They also employ “need conscious” admissions, in which some applicants,
typically more marginal ones, are given an edge if they can pay full price.
And some colleges will match other offers that applicants get -- or at least match
offers from schools they regard as competitors. Relatively few, though, simply cut the list
price.
In part, Strauss said, that is because they run the risk of losing revenue. “Just
because 95 percent of the students are receiving aid doesn't mean that all 95 are receiving
the same” amount, he said. With a higher sticker price, the students who get less aid still
pay more, and “that advantage remains more powerful than the added buzz would be
from being able to claim that the cost of attendance is lower than you thought.”

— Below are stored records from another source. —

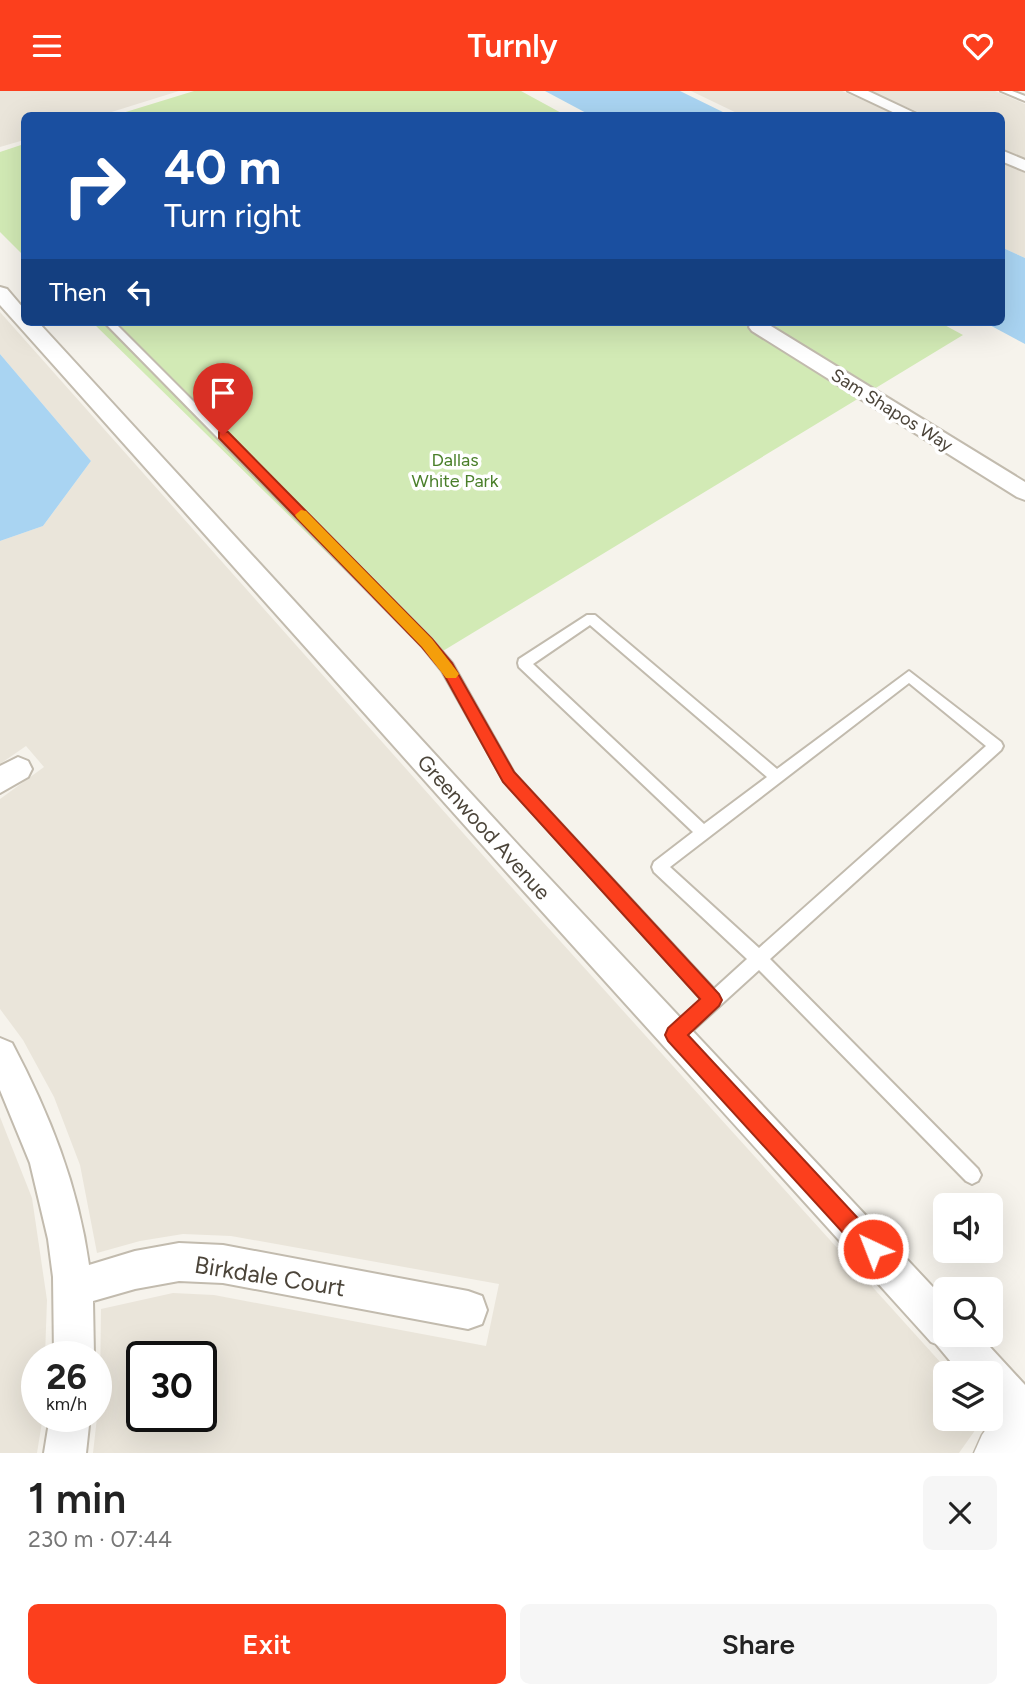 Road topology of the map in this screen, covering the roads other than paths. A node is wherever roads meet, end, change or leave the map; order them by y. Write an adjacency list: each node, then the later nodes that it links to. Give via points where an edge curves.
1 (855, 91): 4 (street)
2 (1005, 91): 3 (lane)
3 (1025, 99)
4 (904, 112)
5 (1005, 157): 6 (street)
6 (1025, 166)
7 (0, 293): 8 (street, Greenwood Avenue)
8 (21, 312)
9 (34, 326): 17 (street, Greenwood Avenue)
10 (113, 326): 16 (lane, via 427,643 447,667 509,777)
11 (759, 327): 12 (street, Sam Shapos Way)
12 (1025, 492)
13 (777, 777): 14 (lane); 14 (lane, via 591,618 524,663); 15 (lane, via 909,676 996,746)
14 (703, 832): 15 (lane, via 659,867)
15 (759, 959): 16 (lane); 19 (lane)
16 (713, 1000): 17 (lane)
17 (675, 1035): 22 (street, Greenwood Avenue)
18 (0, 1055): 20 (street, via 30,1113 56,1182)
19 (972, 1175)
20 (74, 1288): 21 (street, Birkdale Court, via 179,1262 223,1264); 23 (street)
21 (468, 1310)
22 (933, 1315)
23 (74, 1341)
24 (963, 1347): 25 (street)
25 (976, 1361)
26 (1003, 1391): 27 (street)
27 (1025, 1416): 30 (street)
28 (68, 1432): 29 (street)
29 (65, 1453)
30 (1000, 1453) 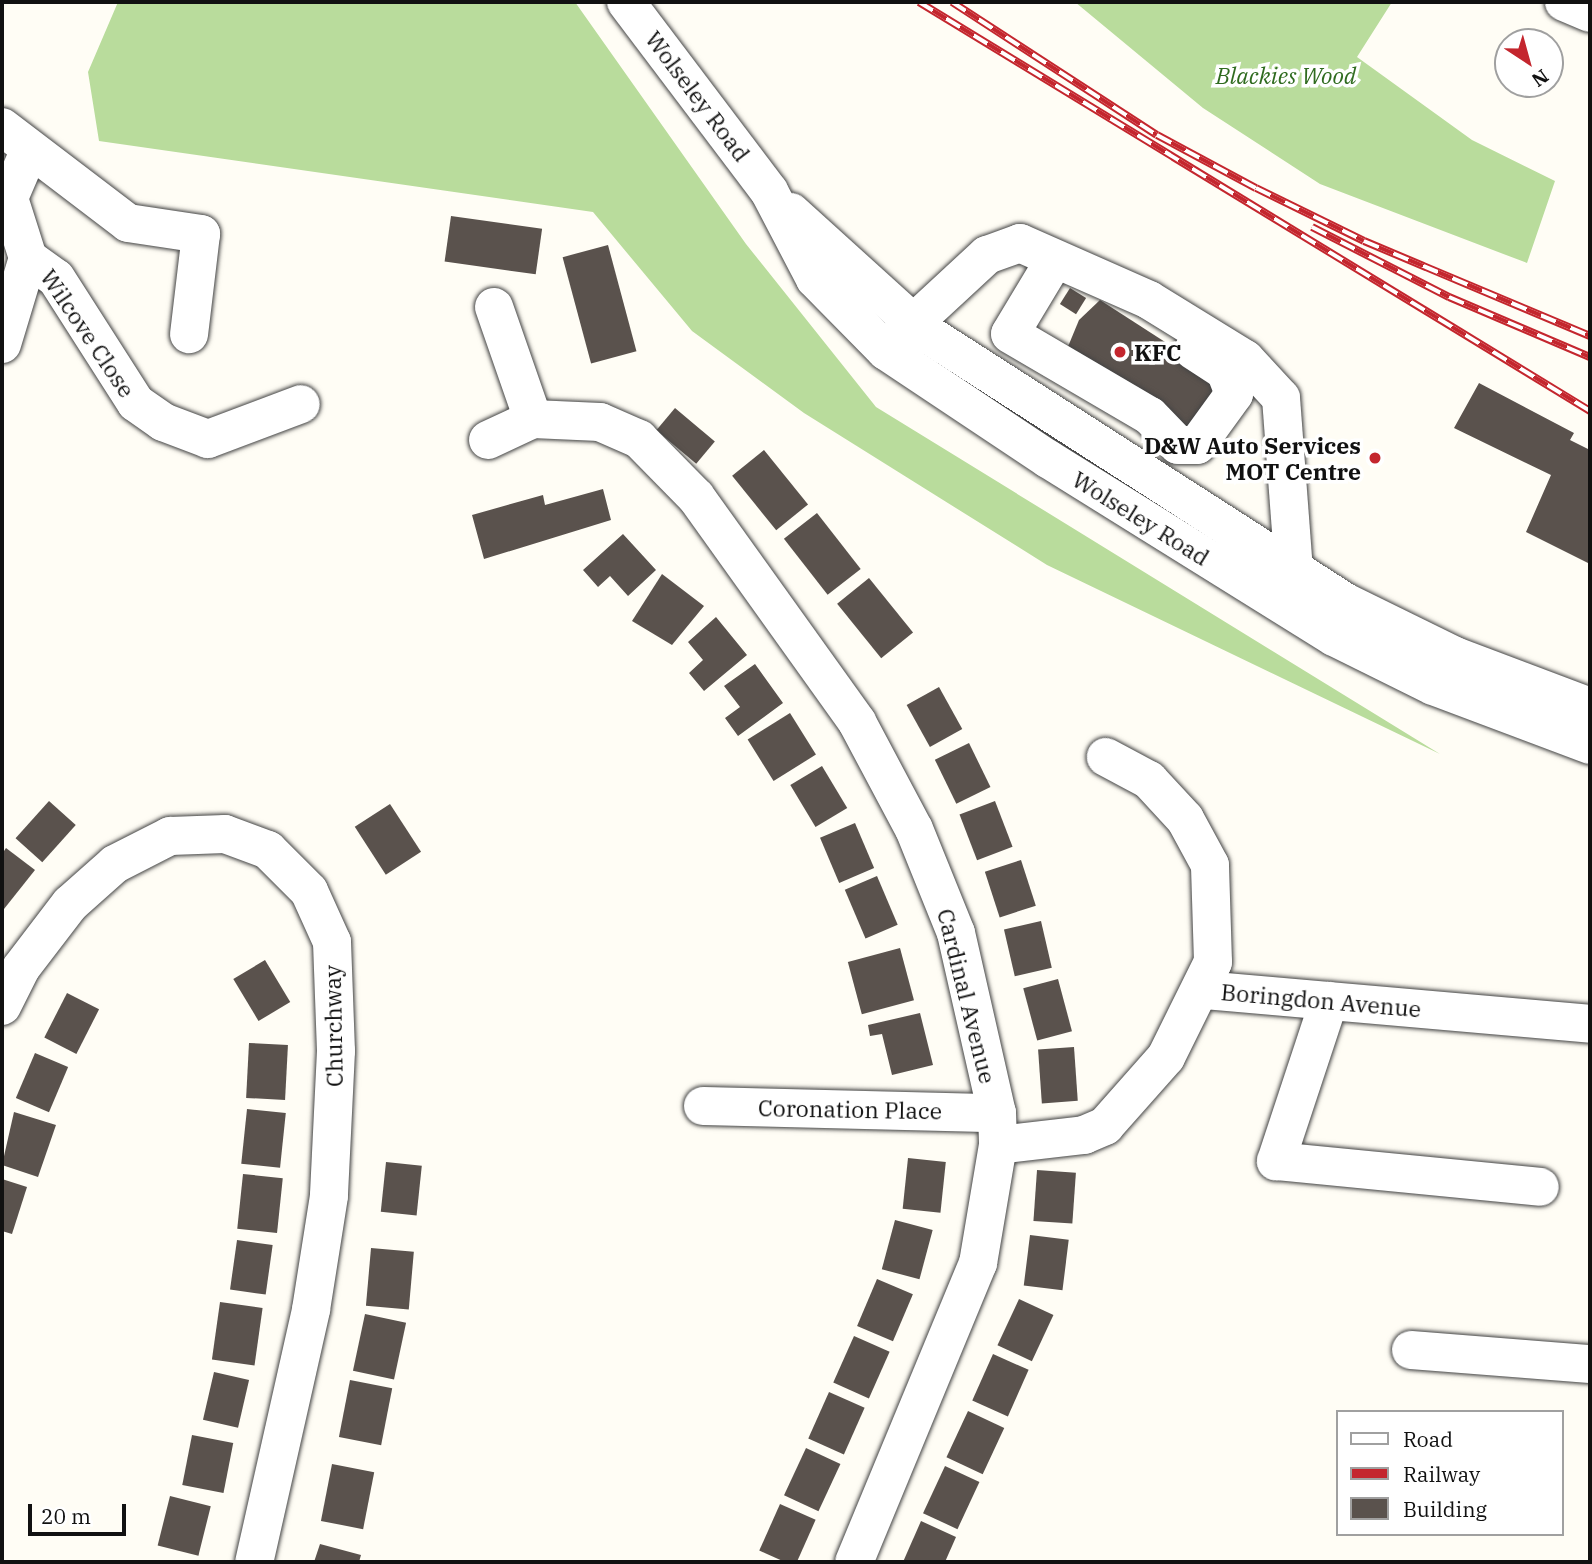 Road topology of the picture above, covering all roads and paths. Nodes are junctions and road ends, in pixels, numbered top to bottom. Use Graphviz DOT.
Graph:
graph roads {
  1 [pos="626,2"];
  2 [pos="1564,2"];
  3 [pos="1590,13"];
  4 [pos="16,138"];
  5 [pos="769,191"];
  6 [pos="28,258"];
  7 [pos="1064,263"];
  8 [pos="494,307"];
  9 [pos="912,321"];
  10 [pos="189,334"];
  11 [pos="2,344"];
  12 [pos="886,351"];
  13 [pos="301,404"];
  14 [pos="533,419"];
  15 [pos="488,440"];
  16 [pos="1294,569"];
  17 [pos="1590,707"];
  18 [pos="1590,745"];
  19 [pos="1107,757"];
  20 [pos="1204,990"];
  21 [pos="1329,1001"];
  22 [pos="2,1006"];
  23 [pos="1590,1024"];
  24 [pos="704,1106"];
  25 [pos="997,1129"];
  26 [pos="1540,1187"];
  27 [pos="1412,1350"];
  28 [pos="1590,1364"];
  29 [pos="254,1562"];
  30 [pos="854,1562"];
  1 -- 5 [label="street, Wolseley Road"];
  2 -- 3 [label="street"];
  4 -- 6 [label="street"];
  4 -- 10 [label="street"];
  5 -- 9 [label="street, Wolseley Road"];
  5 -- 12 [label="street, Wolseley Road"];
  6 -- 11 [label="street"];
  6 -- 13 [label="street, Wilcove Close"];
  7 -- 7 [label="street"];
  7 -- 9 [label="street"];
  7 -- 16 [label="street"];
  8 -- 14 [label="street"];
  9 -- 12 [label="street"];
  9 -- 16 [label="street, Wolseley Road"];
  12 -- 18 [label="street, Wolseley Road"];
  14 -- 15 [label="street, Cardinal Avenue"];
  14 -- 25 [label="street, Cardinal Avenue"];
  16 -- 17 [label="street, Wolseley Road"];
  19 -- 20 [label="street"];
  20 -- 21 [label="street, Boringdon Avenue"];
  20 -- 25 [label="street, Boringdon Avenue"];
  21 -- 23 [label="street, Boringdon Avenue"];
  21 -- 26 [label="street"];
  22 -- 29 [label="street, Churchway"];
  24 -- 25 [label="street, Coronation Place"];
  25 -- 30 [label="street, Cardinal Avenue"];
  27 -- 28 [label="street"];
} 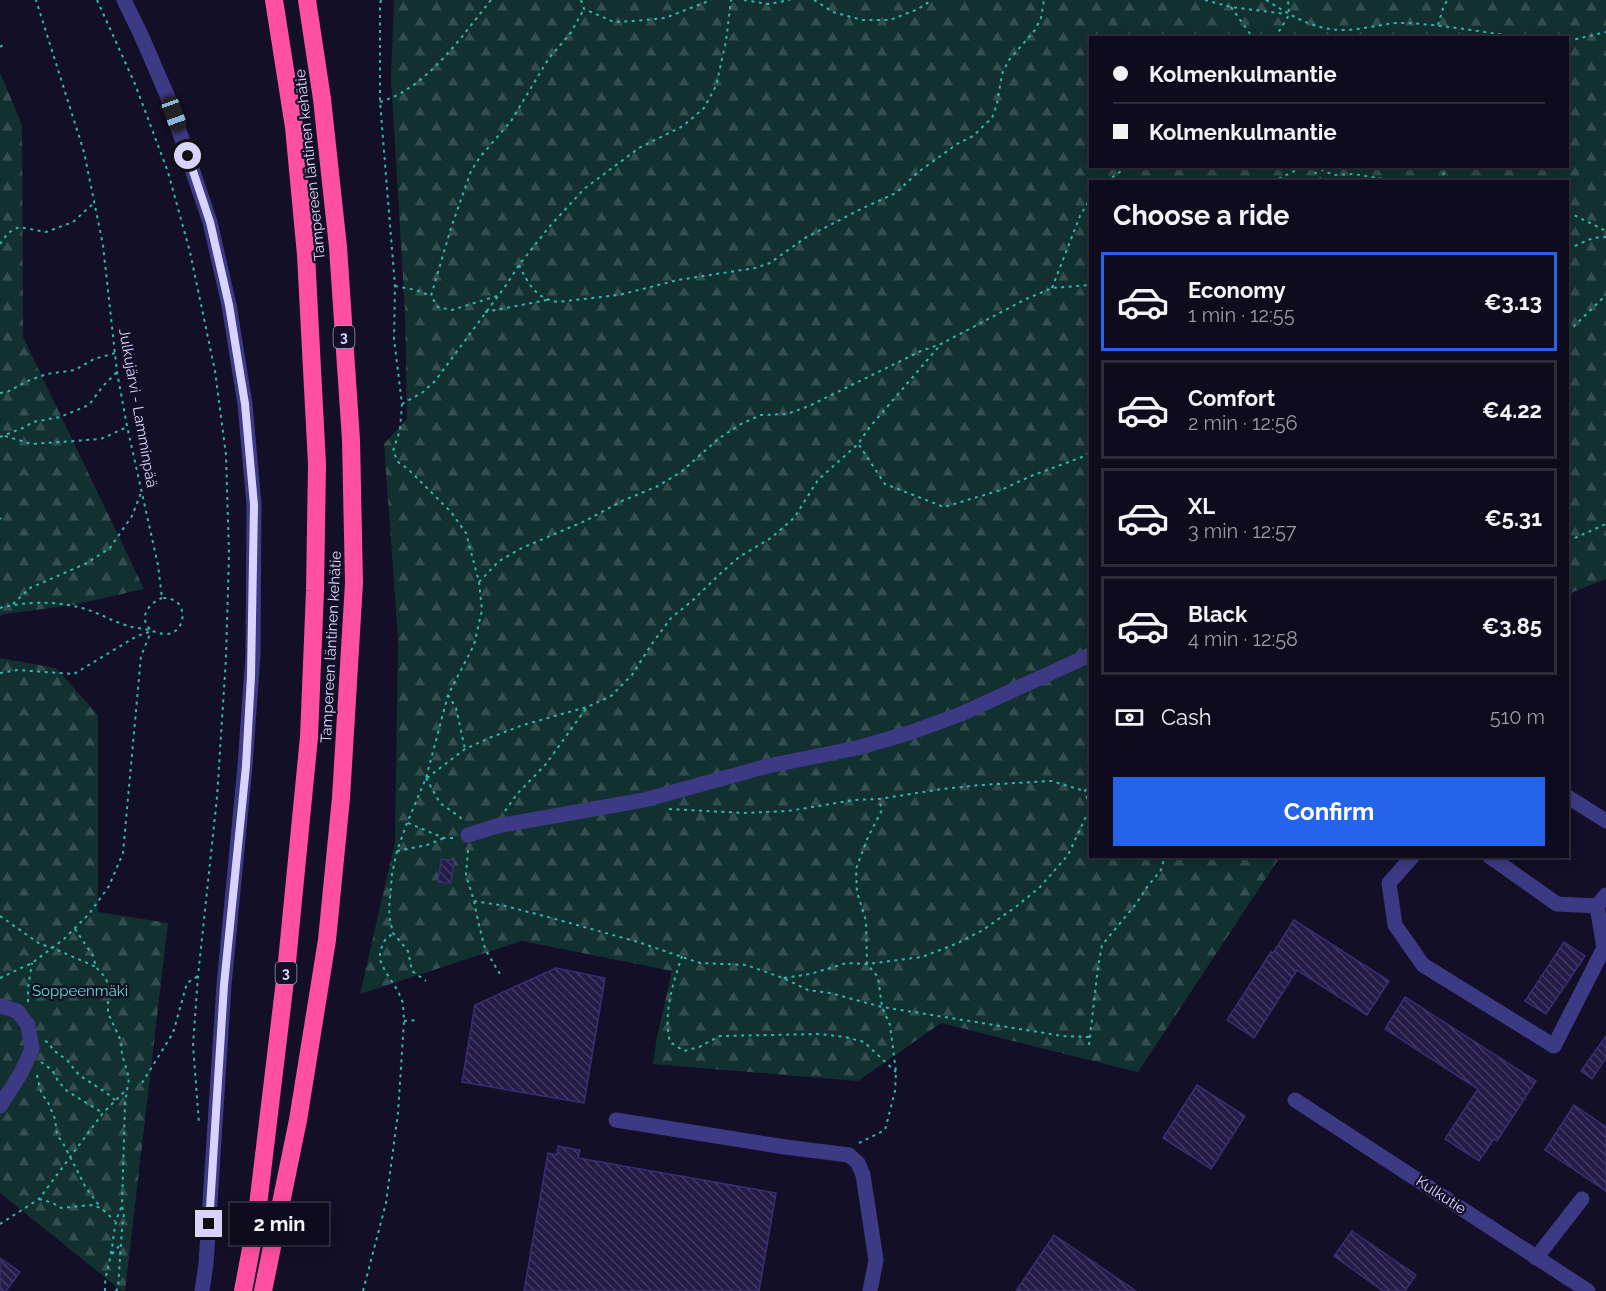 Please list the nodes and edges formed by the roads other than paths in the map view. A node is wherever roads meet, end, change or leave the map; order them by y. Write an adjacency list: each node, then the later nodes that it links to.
1 (124, 0): 17 (street)
2 (274, 0): 18 (highway, Tampereen läntinen kehätie / 3)
3 (307, 0): 19 (highway, Tampereen läntinen kehätie / 3)
4 (1089, 655): 7 (street)
5 (1569, 798): 6 (street)
6 (1606, 821)
7 (468, 835)
8 (1411, 858): 10 (street)
9 (1492, 858): 10 (street)
10 (1601, 900)
11 (0, 1006): 13 (street)
12 (1295, 1100): 16 (street, Kulkutie)
13 (0, 1106)
14 (616, 1120): 20 (street)
15 (1582, 1199): 16 (street)
16 (1536, 1258): 21 (street, Kulkutie)
17 (202, 1291)
18 (243, 1291)
19 (263, 1291)
20 (870, 1291)
21 (1588, 1291) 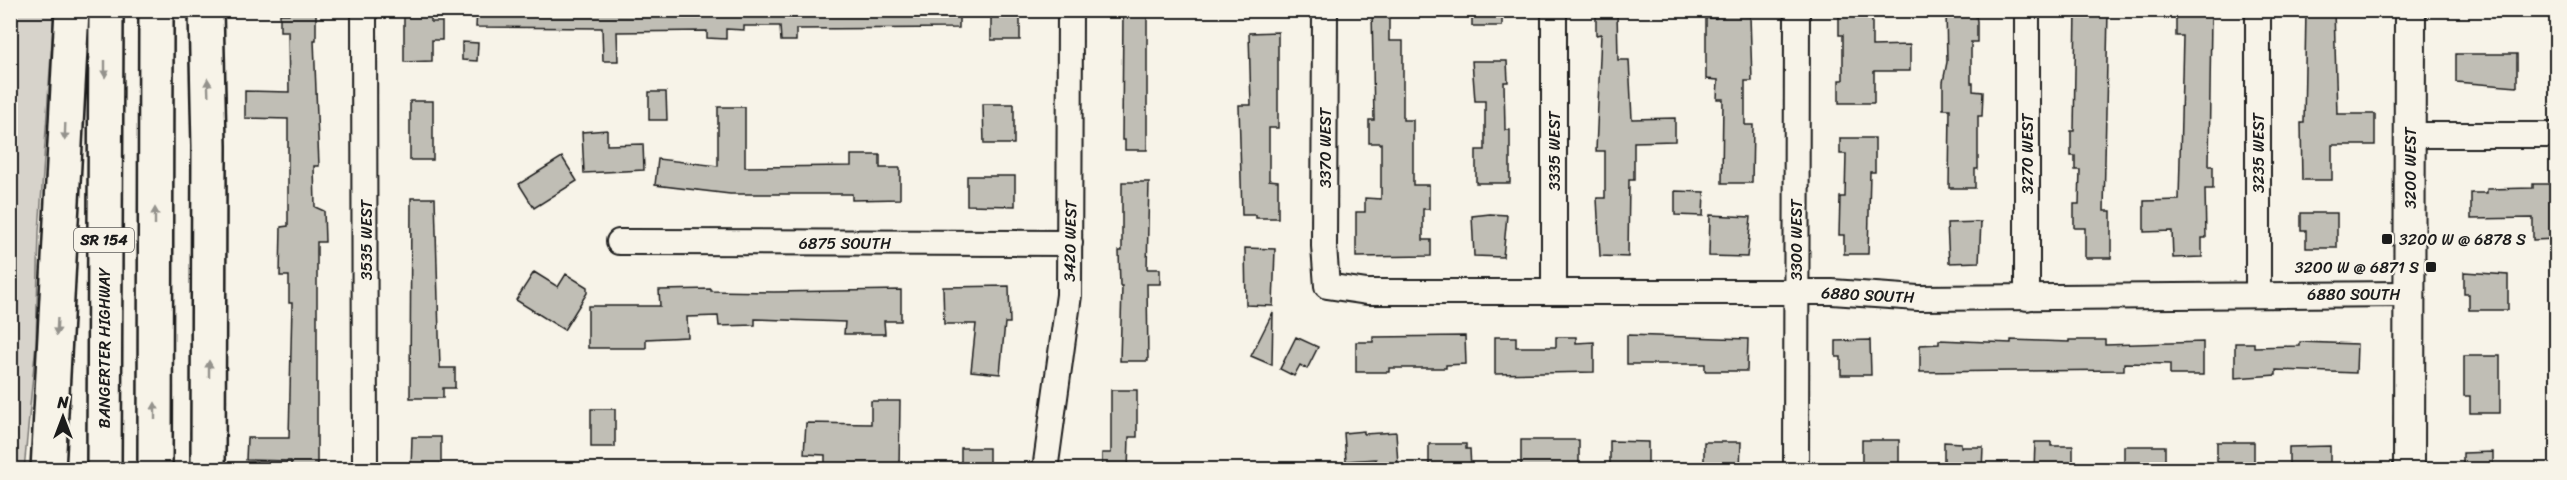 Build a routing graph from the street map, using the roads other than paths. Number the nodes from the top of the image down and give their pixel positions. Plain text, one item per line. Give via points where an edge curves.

One school that has cut the price, though, is Muskingum College in southeastern
Ohio.
The decision was made in the mid-'90s, said Jeff Zellers, dean of enrollment.
“The situation in enrollment wasn't bad . . . but we were seeing a slowing down of net
revenue with each succeeding class,” he said. “We had lost over three decades all of our
fuller-paying students. They had just disappeared out of our market.”
So Muskingum “did a lot of research, mostly on our own, and took the big jump”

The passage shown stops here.